Не желая отвечать, она начала пристукивать ногой в растущем раздражении. Томас ждал. Наконец она подняла глаза и дерзко сказала:

— Мне здесь нравится. Вы рады?

— Восхищен, — ответил он с улыбкой во весь рот и отправился в покои Равенны.

«Ну что ж, с этим я управилась просто блестящим образом», — подумала Каде. Негромкий шорох заставил ее оглянуться: в дверях своей комнаты появилась Фалаиса. На ней была голубая, пышно расшитая мантия, волосы окружали лицо каштановым венцом. Она казалась похожей на испуганного олененка.

— Что такое? — осведомилась Каде, временно забыв о собственных проблемах.

Фалаиса испустила приглушенный стон и исчезла в своей комнате.

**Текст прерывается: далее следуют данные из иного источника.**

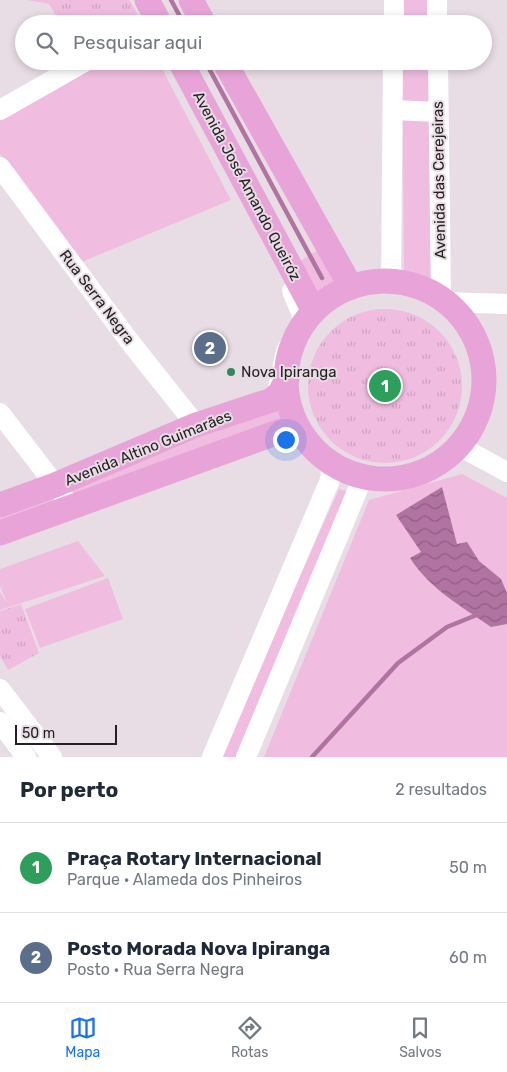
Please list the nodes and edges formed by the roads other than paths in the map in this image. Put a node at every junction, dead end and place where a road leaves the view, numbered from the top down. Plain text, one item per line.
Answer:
1 (134, 0) edge
2 (190, 0) edge
3 (394, 0) edge
4 (437, 0) edge
5 (150, 15) edge
6 (199, 15) edge
7 (394, 15) edge
8 (437, 15) edge
9 (70, 70) edge
10 (173, 70) edge
11 (185, 70) edge
12 (229, 70) edge
13 (393, 70) edge
14 (438, 70) edge
15 (0, 110) edge
16 (393, 110) junction
17 (438, 112) junction
18 (0, 167) edge
19 (391, 281) junction
20 (351, 287) junction
21 (443, 300) junction
22 (507, 304) edge
23 (314, 311) junction
24 (281, 388) junction
25 (0, 413) edge
26 (294, 421) junction
27 (196, 425) junction
28 (459, 446) junction
29 (332, 464) junction
30 (507, 472) edge
31 (363, 477) junction
32 (65, 497) junction
33 (0, 505) edge
34 (0, 524) edge
35 (0, 533) edge
36 (0, 689) edge
37 (0, 722) edge
38 (26, 757) edge
39 (52, 757) edge
40 (212, 757) edge
41 (246, 757) edge

1 - 5 street
2 - 6 main road
3 - 7 street
4 - 8 street
9 - 15 street
10 - 24 street
11 - 23 main road, Avenida José Amando Queiróz
12 - 20 main road
13 - 16 street
14 - 17 street, Avenida das Cerejeiras
16 - 17 street
16 - 19 street
17 - 21 street, Avenida das Cerejeiras
18 - 27 street, Rua Serra Negra
19 - 20 main road
19 - 21 main road
20 - 23 main road
21 - 22 street
21 - 28 main road
23 - 24 main road
24 - 26 main road
24 - 27 main road, Avenida Altino Guimarães
25 - 32 street
26 - 29 main road
26 - 32 main road, Avenida Altino Guimarães
27 - 32 main road, Avenida Altino Guimarães
28 - 30 street
28 - 31 main road
29 - 31 main road
29 - 40 street
31 - 41 street
32 - 33 main road, Avenida Altino Guimarães
32 - 34 street
32 - 35 main road, Avenida Altino Guimarães
36 - 39 street
37 - 38 street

Каде последовала за ней. Внутри — в походном беспорядке пышной гостиной, привыкающей к роли крохотной спальни, — свою королеву ожидали три прислуживающие ей дамы. Остановившись посреди комнаты, Фалаиса взвизгнула:

— Вон! Я хочу быть одна.

О, до Равенны ей далеко, та была способна на более впечатляющий рык, однако приказ прозвучал самым доходчивым образом. Пока дамы спешили к двери, Каде оставалась на месте, справедливо полагая, что подобная резкость к ней не относится.

Как только последняя женщина закрыла за собой дверь, Фалаиса схватила со стола бокал вина и выплеснула его содержимое на лакированные доски пола. Под взглядом Каде королева отодвинула кресло от стены, разделявшей покои двух королев, забравшись под стол, приложила к стене бокал и сразу же припала к нему ухом.

— Что ты делаешь? — спросила Каде.

— Здесь слабая доска. Я могу слышать через нее, о чем говорится в комнате Равенны. Там сейчас Томас.

— Блеск! — Каде вскочила на стол и припала ухом к стене, однако услышала только неразборчивые голоса. — Что они говорят?

— Ш-ш-ш.

Оставалось только ждать или тащить Фалаису за ноги из-под стола, но тогда они пропустят какую-нибудь часть разговора. Каде коротала время, торопливо расхаживая туда-сюда. Запустив пальцы в волосы, она старалась успокоить себя.

Наконец, когда в прихожей хлопнули двери, Фалаиса вылезла из-под стола и с многозначительным вздохом уселась на пол, покачивая головой.

Каде подпрыгнула от волнения:

— Ну?

Фалаиса протерла ухо краешком мантии.

— Это была жуткая грызня.

— Из-за чего?

— Он предлагает оставить дворец, потому что фейри неминуемо нападут на нас. Он сказал, что они выжидают, что им помогает внутри замка предатель и что они умеют просачиваться сквозь трещины в стенах, так что нам здесь не отсидеться.

— Он прав.

Фалаиса сидела на полу, обняв колени, и вопросительно глядела на нее.

— А ограждения действуют? — спросила она тревожным голосом, но все-таки без паники.